* **WORK INSTRUCTION**
Where the listing below has a line with "thumb cmc: (682, 280)", write out exactly that line and every line after it, stopping after the line with "pinky tip: (663, 196)".

* **DATA SUPPLIED**
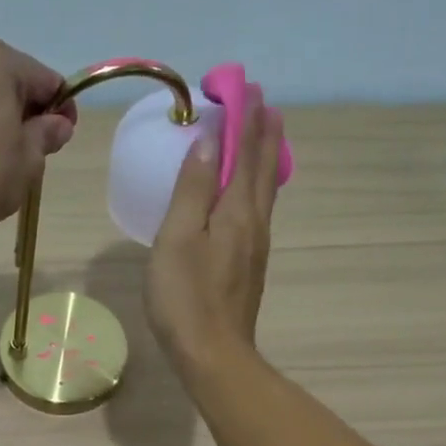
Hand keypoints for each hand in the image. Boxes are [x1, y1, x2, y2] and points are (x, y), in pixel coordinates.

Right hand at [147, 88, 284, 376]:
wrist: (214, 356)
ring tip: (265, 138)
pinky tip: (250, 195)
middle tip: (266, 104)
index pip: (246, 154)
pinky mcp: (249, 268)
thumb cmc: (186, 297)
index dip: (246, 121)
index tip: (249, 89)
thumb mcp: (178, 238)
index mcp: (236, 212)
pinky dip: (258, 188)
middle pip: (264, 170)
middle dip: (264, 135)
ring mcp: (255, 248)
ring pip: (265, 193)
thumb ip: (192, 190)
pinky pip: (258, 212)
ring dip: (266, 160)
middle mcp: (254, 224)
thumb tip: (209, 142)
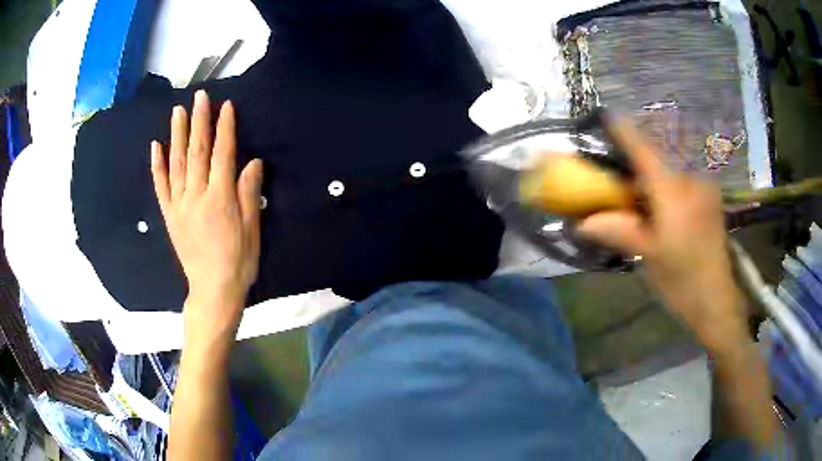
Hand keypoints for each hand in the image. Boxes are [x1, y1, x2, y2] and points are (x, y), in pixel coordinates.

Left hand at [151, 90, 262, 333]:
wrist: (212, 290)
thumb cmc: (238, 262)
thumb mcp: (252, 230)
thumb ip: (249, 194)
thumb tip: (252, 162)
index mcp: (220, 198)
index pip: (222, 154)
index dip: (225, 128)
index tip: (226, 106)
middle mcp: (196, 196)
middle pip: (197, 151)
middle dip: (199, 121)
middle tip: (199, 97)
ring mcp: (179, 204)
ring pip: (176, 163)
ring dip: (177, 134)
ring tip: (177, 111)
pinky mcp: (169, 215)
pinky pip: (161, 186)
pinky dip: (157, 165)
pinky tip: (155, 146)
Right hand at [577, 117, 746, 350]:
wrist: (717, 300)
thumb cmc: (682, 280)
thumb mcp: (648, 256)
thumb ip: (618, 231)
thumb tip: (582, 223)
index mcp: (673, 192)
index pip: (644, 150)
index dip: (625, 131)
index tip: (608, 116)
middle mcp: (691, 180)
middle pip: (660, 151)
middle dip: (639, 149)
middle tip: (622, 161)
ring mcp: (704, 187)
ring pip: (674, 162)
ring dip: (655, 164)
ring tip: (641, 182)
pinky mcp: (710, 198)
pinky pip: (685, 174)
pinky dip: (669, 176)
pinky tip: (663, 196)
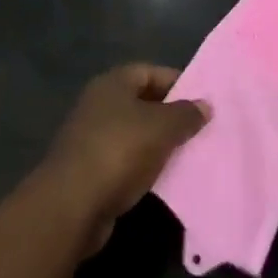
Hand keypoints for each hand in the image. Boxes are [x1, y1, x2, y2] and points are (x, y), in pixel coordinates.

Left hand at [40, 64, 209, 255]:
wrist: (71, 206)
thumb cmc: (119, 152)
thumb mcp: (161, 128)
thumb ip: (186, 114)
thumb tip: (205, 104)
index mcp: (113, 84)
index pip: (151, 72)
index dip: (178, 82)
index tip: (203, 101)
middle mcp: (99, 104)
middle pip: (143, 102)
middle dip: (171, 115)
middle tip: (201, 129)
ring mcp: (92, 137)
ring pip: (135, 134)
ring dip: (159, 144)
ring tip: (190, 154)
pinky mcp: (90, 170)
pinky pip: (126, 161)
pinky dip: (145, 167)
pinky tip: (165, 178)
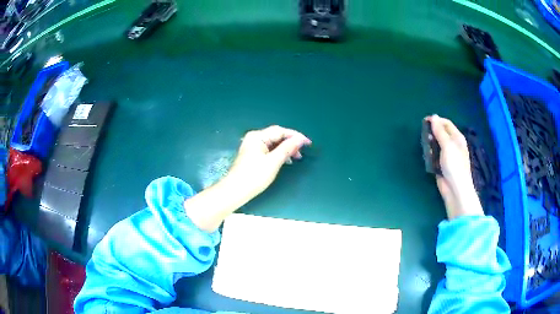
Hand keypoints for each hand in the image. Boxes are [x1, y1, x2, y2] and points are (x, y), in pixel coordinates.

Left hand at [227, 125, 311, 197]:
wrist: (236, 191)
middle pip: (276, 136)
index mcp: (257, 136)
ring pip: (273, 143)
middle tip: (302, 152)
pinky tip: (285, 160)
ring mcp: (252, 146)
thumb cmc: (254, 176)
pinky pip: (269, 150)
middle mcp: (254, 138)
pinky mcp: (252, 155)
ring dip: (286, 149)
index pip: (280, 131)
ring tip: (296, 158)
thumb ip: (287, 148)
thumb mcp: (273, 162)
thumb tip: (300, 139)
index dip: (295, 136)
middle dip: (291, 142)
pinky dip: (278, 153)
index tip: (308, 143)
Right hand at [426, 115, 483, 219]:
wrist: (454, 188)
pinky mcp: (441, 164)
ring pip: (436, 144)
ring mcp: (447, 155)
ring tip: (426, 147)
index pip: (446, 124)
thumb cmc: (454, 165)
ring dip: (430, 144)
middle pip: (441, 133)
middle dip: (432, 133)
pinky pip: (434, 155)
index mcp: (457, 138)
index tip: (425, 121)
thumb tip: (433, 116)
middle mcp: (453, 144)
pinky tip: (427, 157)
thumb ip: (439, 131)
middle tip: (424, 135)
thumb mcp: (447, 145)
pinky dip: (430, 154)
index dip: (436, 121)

* **RESPONSE TO THIS EXERCISE**
thumb cmc: (682, 280)
thumb mcp: (648, 256)
thumb ip: (618, 231)
thumb tip: (582, 223)
index mcp: (673, 192)
index pip: (644, 150)
index dip: (625, 131)
index tip: (608, 116)
middle mcp: (691, 180)
middle pip: (660, 151)
middle dip: (639, 149)
middle tip: (622, 161)
ring mcp: (704, 187)
ring pip: (674, 162)
ring dip: (655, 164)
ring tip: (641, 182)
pinky mcp: (710, 198)
pinky pip: (685, 174)
pinky dip: (669, 176)
pinky tip: (663, 196)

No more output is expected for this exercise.